## What you have to do
Count up the lines of the data below that contain the string "dead", then give only the total.

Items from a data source

BEGIN

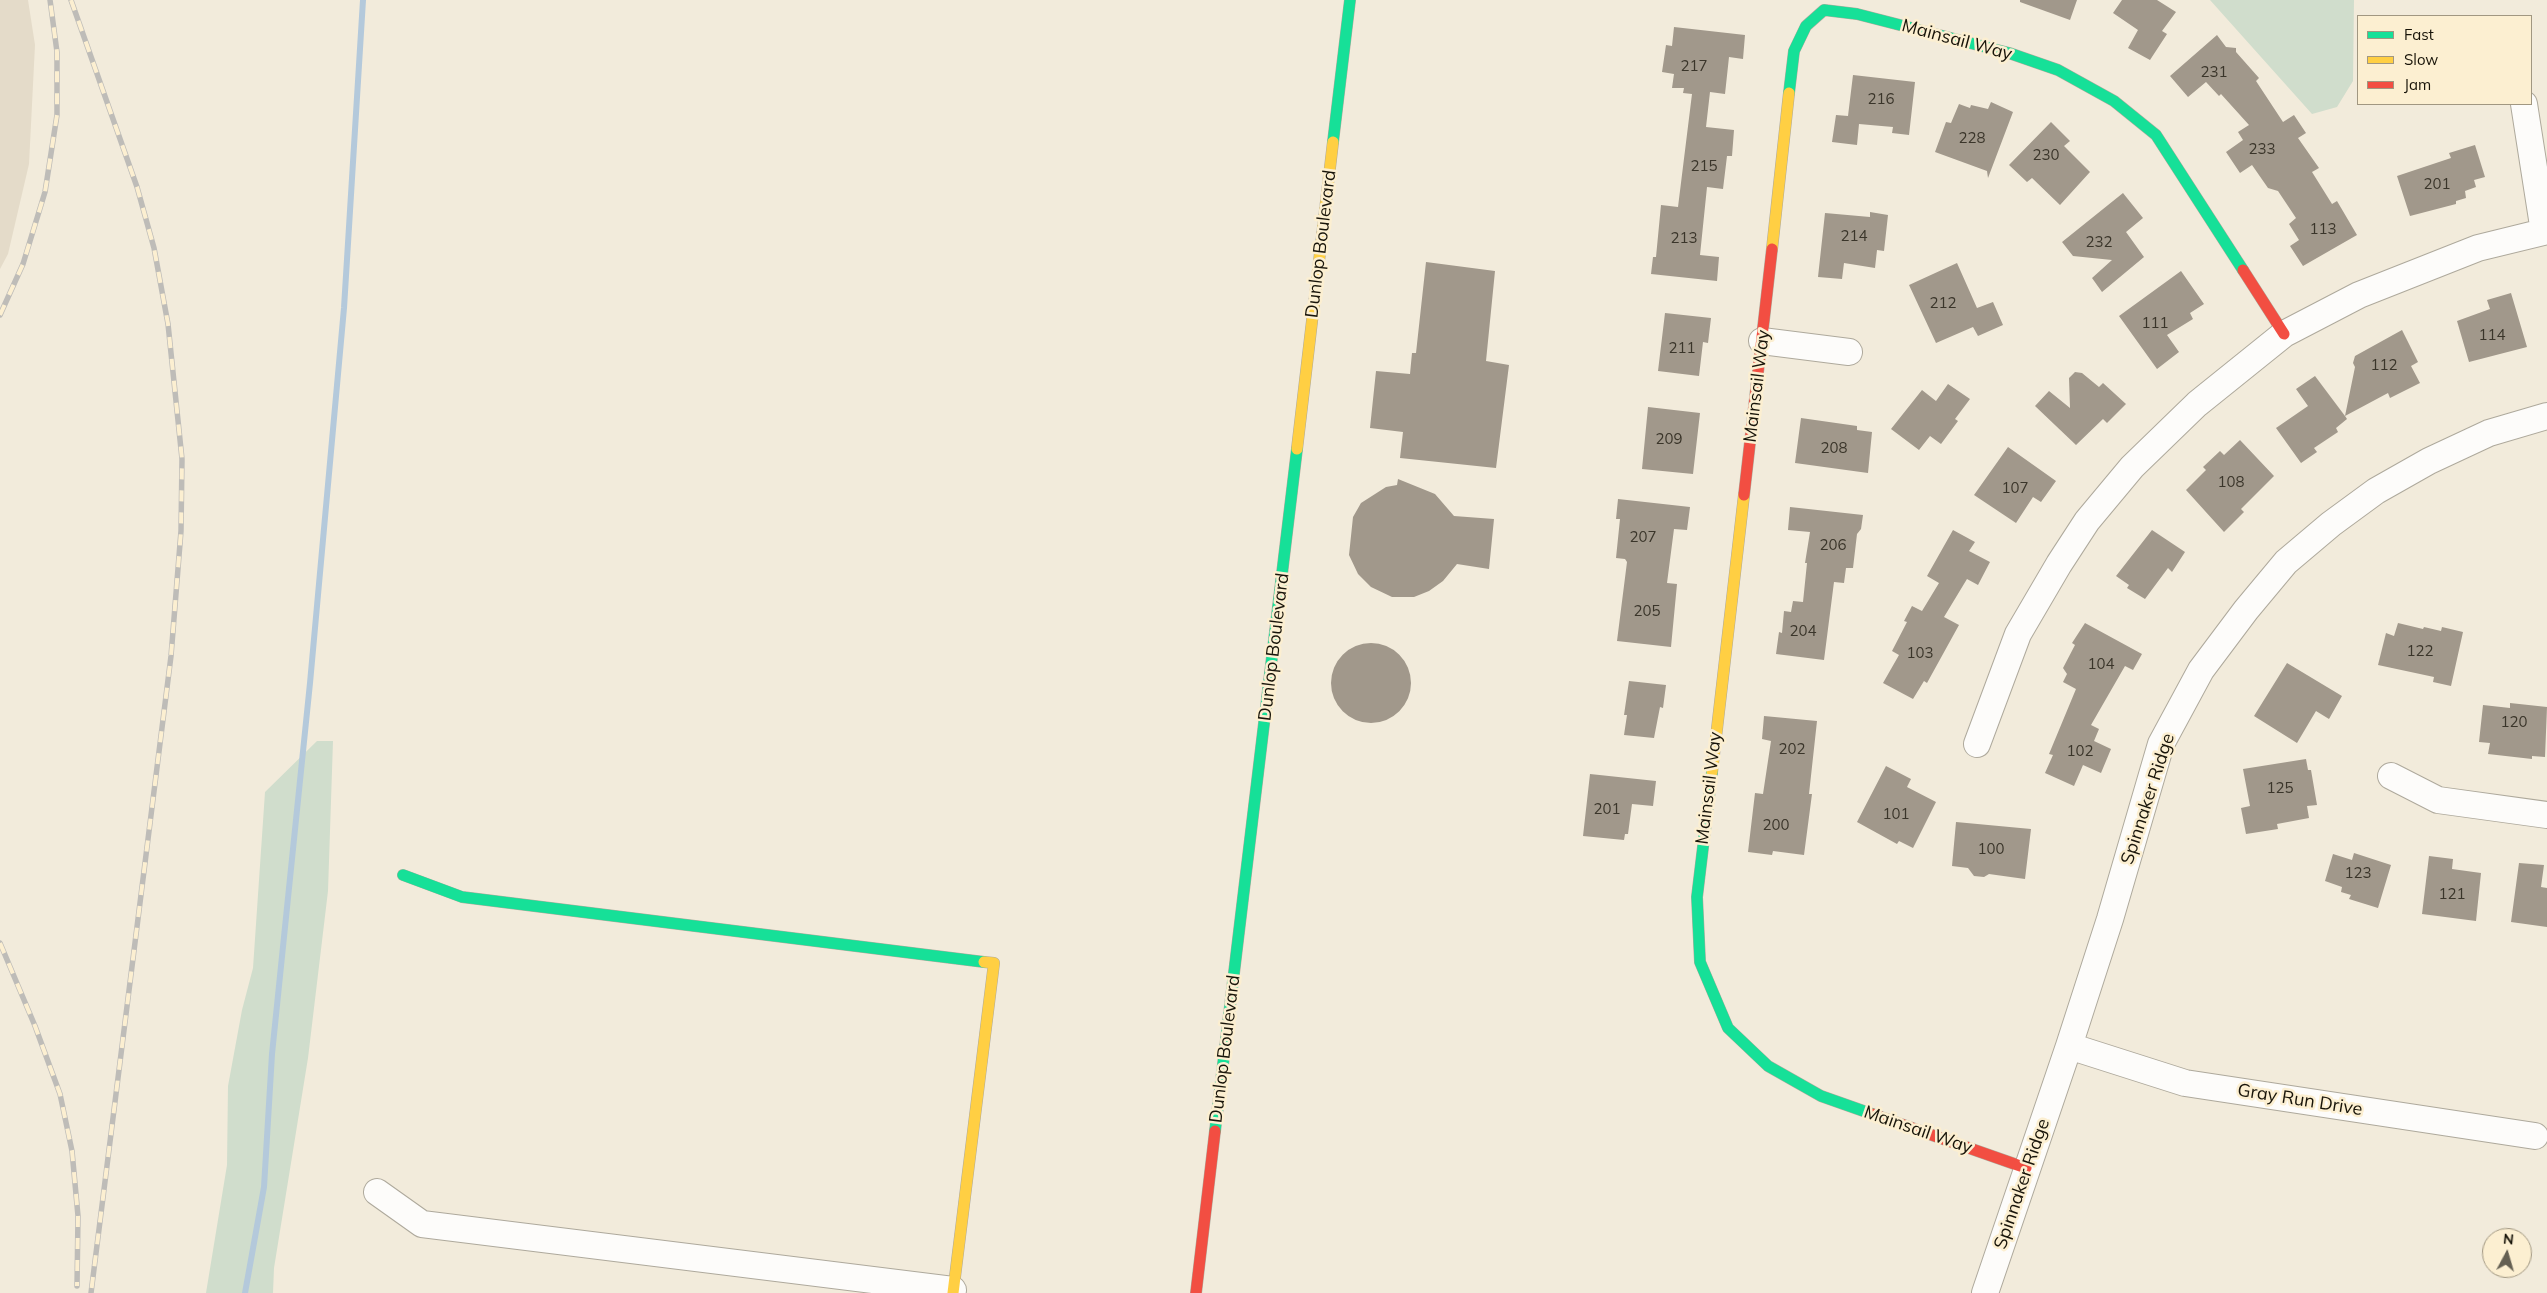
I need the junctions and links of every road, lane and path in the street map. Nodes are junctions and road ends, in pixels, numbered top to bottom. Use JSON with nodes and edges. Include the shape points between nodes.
{"nodes":[{"id":1,"x":1350,"y":0,"type":"edge"},
{"id":2,"x":2524,"y":105,"type":"edge"},
{"id":3,"x":2546,"y":232,"type":"edge"},
{"id":4,"x":2284,"y":334,"type":"junction"},
{"id":5,"x":1762,"y":341,"type":"junction"},
{"id":6,"x":1849,"y":352,"type":"dead end"},
{"id":7,"x":2547,"y":416,"type":"edge"},
{"id":8,"x":1977,"y":744,"type":"dead end"},
{"id":9,"x":2391,"y":776,"type":"dead end"},
{"id":10,"x":2547,"y":815,"type":"edge"},
{"id":11,"x":403,"y":875,"type":"dead end"},
{"id":12,"x":2069,"y":1046,"type":"junction"},
{"id":13,"x":2535,"y":1136,"type":"dead end"},
{"id":14,"x":2026,"y":1168,"type":"junction"},
{"id":15,"x":377,"y":1192,"type":"dead end"},
{"id":16,"x":953,"y":1291,"type":"edge"},
{"id":17,"x":1196,"y":1293,"type":"edge"},
{"id":18,"x":1984,"y":1293,"type":"edge"}],
"edges":[{"from":1,"to":17,"type":"street","name":"Dunlop Boulevard"},
{"from":2,"to":3,"type":"street"},
{"from":3,"to":4,"type":"street","via":[[2478,248],[2418,270],[2359,295]]},
{"from":4,"to":5,"type":"street","name":"Mainsail Way","via":[[2156,135],[2114,101],[2058,70],[2009,53],[1857,14],[1824,10],[1806,26],[1794,51]]},
{"from":4,"to":8,"type":"street","via":[[2155,442],[2088,521],[2018,634]]},
{"from":5,"to":6,"type":"street"},
{"from":5,"to":14,"type":"street","name":"Mainsail Way","via":[[1697,897],[1700,962],[1728,1028],[1768,1066],[1821,1096]]},
{"from":7,"to":12,"type":"street","name":"Spinnaker Ridge","via":[[2489,433],[2376,491],[2286,562],[2246,610],[2201,670],[2162,744]]},
{"from":9,"to":10,"type":"street","via":[[2438,800]]},
{"from":11,"to":16,"type":"street","via":[[462,897],[994,963]]},
{"from":12,"to":13,"type":"street","name":"Gray Run Drive","via":[[2185,1083]]},
{"from":12,"to":14,"type":"street","name":"Spinnaker Ridge"},
{"from":14,"to":18,"type":"street","name":"Spinnaker Ridge"},
{"from":15,"to":16,"type":"street","via":[[422,1224]]}]}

END

## Your response
6